Holistic Living - The new age supermarket
by Life Positive
The TM
of Maharishi Mahesh Yogi, Kashmiri Shaivism of Swami Muktananda, yoga,
various body therapies, Tibetan
Buddhism, dream
work, Jungian, gestalt and encounter
groups, astrology, naturopathy
and homeopathy were all flourishing. The New Age supermarket had opened
in the San Francisco Bay Area when I, my Sikh
husband and two children sold our things, packed our bags and landed in
the welcoming arms of his Punjabi family.
This global impulse toward New Age spirituality
and healing seems to me to reflect many people's restlessness with ritualistic
doctrines and a desire for participatory engagement with cosmic life forces.
I respect this impulse to be whole and fully alive, to heal and meditate.
But I have reservations about this New Age supermarket—the globalization
and commodification of spirituality and healing. An India-based New Age magazine,
it seems to me, has a very important place in this global supermarket. Why? Because
life in India, especially in rural areas where these traditions, entwined in culture
and community, are rooted, is different from life in the West.
In India,
I have visited ashrams and interviewed holy Matas; bathed in sacred rivers
and trekked to the origin of the Ganges; paid respects at temples from
Kashmir to Madurai; attended groups in self-awareness and Buddhist meditation;
studied reiki
and t'ai
chi. It is ironic that while these traditions are being popularized
and consumed by the 'developed' countries, globalization (MNCs, pharmaceuticals
and the electronic media) is replacing this wisdom in grassroots Asia.
I, personally,
have learned much from the traditional midwives of India—the dais.
As a childbirth
educator I have worked in New Delhi, India, for 15 years, preparing women
and couples for unmedicated, conscious births. I became frustrated with
unnecessarily brutal obstetrics and turned to the dai's traditional knowledge
of women's health, pregnancy and birth. This knowledge is not textually
based—as is ayurveda.
It is transmitted through apprenticeship and reinforced by being part
of local ritual, religious, herbal and healing customs.
The dais' techniques include massage and manipulations, herbal concoctions, rites
invoking goddesses and spirits, sharing of birth experiences, emotional support
and nurturance. They assist women to give birth in a squatting position, increasingly
advocated by western 'natural childbirth'.
I learned, long ago, the
importance of the mind-body continuum. What a woman believes about her body and
birth influences the birth process far more than does the width of her pelvis.

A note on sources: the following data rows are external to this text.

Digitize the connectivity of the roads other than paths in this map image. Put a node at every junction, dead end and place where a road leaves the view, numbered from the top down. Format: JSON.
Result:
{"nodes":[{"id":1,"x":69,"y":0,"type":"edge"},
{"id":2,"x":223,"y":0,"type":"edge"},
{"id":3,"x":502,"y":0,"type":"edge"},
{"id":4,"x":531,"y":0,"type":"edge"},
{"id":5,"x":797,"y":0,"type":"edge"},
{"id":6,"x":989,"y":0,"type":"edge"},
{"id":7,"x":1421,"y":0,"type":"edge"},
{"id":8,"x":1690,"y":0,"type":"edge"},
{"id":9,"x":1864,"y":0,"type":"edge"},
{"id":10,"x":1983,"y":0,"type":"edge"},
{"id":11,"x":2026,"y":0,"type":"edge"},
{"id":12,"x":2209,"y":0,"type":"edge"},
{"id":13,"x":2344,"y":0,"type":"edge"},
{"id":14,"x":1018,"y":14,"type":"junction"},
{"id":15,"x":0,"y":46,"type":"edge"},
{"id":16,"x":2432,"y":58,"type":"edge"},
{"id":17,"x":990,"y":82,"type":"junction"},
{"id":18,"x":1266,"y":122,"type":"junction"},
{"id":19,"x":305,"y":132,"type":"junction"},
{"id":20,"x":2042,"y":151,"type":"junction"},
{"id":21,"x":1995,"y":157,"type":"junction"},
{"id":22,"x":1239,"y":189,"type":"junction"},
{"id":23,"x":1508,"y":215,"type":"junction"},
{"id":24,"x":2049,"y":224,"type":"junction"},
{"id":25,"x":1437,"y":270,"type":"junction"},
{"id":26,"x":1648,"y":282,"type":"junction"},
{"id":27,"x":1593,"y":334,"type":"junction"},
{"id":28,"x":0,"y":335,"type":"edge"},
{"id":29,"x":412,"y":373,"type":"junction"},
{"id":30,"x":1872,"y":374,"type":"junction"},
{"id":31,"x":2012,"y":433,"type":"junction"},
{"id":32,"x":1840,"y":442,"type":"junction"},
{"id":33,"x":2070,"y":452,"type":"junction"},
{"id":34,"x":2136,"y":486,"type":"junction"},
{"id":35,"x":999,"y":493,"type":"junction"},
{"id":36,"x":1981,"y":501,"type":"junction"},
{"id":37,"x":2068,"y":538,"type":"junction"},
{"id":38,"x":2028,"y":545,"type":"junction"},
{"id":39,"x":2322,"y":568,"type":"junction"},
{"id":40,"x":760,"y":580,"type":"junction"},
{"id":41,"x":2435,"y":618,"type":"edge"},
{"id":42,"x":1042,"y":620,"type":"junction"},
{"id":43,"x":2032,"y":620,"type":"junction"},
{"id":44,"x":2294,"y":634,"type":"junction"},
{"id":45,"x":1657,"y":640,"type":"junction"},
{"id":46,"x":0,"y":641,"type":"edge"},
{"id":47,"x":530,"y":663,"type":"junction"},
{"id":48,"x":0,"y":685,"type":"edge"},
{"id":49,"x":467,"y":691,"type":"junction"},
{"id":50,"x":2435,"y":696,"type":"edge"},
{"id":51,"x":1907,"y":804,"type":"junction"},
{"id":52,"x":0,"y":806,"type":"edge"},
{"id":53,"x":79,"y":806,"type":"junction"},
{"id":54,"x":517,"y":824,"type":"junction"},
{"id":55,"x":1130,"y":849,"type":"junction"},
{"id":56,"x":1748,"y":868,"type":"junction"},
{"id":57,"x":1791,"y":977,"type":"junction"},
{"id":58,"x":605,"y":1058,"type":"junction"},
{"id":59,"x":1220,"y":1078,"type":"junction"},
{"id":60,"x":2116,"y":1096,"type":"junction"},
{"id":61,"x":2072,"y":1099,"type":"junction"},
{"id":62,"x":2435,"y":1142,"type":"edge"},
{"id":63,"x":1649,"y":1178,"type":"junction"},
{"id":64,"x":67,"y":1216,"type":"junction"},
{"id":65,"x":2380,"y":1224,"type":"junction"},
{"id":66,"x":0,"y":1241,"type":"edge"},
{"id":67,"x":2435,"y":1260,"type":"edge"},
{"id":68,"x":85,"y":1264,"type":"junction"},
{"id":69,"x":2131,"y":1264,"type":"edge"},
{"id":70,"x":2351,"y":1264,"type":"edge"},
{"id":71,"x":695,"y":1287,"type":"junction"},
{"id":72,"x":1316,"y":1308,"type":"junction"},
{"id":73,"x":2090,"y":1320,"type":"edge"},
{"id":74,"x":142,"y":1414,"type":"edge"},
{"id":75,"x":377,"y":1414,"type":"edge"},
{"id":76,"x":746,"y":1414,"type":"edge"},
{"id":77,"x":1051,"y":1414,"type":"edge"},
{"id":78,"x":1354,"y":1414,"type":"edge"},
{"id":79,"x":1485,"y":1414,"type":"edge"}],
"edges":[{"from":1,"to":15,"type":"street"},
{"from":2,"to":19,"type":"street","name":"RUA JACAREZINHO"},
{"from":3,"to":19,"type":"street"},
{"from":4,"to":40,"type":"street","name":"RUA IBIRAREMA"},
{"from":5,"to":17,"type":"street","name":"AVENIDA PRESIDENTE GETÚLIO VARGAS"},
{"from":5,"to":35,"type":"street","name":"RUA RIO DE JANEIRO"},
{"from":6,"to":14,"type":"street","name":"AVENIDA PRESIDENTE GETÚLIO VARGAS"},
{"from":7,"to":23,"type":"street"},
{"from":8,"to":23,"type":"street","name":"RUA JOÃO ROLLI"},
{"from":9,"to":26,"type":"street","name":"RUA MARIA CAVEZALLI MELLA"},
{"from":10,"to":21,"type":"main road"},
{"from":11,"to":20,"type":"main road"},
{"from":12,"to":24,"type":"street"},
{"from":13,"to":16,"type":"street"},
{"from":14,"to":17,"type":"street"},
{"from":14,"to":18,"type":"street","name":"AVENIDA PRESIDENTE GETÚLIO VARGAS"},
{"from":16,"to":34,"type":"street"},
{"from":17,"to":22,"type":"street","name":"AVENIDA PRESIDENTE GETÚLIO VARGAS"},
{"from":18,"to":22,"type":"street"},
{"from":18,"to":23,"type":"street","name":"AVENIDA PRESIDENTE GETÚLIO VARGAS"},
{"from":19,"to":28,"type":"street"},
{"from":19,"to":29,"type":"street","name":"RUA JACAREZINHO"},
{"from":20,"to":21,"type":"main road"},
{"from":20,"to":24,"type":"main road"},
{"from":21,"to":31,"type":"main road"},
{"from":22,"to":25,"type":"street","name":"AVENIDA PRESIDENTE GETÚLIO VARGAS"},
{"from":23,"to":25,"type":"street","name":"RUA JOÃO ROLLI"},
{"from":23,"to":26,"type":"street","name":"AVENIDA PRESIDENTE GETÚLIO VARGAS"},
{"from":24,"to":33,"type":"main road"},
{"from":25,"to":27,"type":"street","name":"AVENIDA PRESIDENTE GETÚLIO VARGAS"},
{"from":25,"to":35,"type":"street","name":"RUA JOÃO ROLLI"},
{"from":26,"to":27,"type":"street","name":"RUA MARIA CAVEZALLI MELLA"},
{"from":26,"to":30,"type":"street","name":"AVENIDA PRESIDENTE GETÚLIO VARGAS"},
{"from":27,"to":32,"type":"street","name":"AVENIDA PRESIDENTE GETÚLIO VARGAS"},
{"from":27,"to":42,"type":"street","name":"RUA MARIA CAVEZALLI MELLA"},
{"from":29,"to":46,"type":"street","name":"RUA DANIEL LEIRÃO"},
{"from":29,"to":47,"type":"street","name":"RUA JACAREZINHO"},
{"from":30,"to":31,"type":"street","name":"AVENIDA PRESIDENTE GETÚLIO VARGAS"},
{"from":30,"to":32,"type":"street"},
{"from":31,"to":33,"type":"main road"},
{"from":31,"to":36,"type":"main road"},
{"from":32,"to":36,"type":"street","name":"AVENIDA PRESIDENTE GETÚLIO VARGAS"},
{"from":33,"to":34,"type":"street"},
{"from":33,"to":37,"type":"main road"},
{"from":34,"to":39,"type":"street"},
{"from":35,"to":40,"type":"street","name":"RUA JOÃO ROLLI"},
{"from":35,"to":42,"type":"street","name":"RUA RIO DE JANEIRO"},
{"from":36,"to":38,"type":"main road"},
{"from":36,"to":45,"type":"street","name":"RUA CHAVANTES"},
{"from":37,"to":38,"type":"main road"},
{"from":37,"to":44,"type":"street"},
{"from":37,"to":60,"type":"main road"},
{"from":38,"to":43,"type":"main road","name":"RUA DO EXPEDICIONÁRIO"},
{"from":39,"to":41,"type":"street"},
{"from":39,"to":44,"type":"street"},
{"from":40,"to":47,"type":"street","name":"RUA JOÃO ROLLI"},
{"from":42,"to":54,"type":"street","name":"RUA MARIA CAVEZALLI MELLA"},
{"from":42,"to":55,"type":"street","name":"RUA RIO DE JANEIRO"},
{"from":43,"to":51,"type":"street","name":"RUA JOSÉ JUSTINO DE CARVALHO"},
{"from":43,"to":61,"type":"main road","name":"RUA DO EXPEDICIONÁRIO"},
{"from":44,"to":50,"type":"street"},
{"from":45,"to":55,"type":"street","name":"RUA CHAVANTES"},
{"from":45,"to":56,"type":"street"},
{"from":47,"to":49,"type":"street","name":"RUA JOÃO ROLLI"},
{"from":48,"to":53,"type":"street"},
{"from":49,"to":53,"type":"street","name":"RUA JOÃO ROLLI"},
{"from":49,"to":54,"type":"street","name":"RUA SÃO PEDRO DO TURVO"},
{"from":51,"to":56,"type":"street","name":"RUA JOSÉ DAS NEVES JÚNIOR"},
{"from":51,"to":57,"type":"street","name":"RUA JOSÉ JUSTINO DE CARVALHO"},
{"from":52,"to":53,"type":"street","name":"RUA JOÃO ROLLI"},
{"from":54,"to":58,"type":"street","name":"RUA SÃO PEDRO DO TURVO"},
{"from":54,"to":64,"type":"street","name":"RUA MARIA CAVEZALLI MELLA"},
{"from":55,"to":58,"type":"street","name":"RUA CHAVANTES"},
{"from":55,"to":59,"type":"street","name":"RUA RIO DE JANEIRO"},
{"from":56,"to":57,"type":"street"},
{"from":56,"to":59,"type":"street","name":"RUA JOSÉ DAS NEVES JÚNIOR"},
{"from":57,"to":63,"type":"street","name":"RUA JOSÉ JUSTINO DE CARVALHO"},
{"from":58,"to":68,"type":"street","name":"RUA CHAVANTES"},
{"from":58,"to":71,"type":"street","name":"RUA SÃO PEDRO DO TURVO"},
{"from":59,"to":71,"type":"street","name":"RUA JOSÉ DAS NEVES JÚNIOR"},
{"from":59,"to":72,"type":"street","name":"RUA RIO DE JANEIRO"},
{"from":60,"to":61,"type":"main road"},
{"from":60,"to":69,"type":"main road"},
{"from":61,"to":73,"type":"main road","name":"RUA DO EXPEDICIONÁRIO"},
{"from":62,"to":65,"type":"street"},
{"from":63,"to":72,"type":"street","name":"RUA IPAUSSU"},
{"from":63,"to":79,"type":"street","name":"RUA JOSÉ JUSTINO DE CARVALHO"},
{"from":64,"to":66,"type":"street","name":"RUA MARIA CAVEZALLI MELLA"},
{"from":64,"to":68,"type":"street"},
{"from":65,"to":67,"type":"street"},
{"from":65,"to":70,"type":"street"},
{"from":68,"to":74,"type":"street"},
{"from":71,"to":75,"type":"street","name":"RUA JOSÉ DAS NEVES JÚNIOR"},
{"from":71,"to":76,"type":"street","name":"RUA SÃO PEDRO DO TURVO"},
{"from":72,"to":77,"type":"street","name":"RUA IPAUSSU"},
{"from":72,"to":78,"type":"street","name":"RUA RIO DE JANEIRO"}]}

The holistic vision of the female body, encoded in religio-cultural images far
surpasses the materialist mappings of biomedicine. A woman's body and womb are
portrayed as sites of problems and pathology in obstetrical books. But in many
customs, and in the concepts of the devi (the goddess), the female body
and womb are symbolized as powerful and sacred.
Today globalization
and market-driven economies are impoverishing many-especially women and children.
Nuclear and conventional weapons, AIDS, earth, air and water pollution threaten
us all. In times like these, we should turn to Indian wisdom traditions. For they recognize the holism of the mind and body, of society, humanity and earth.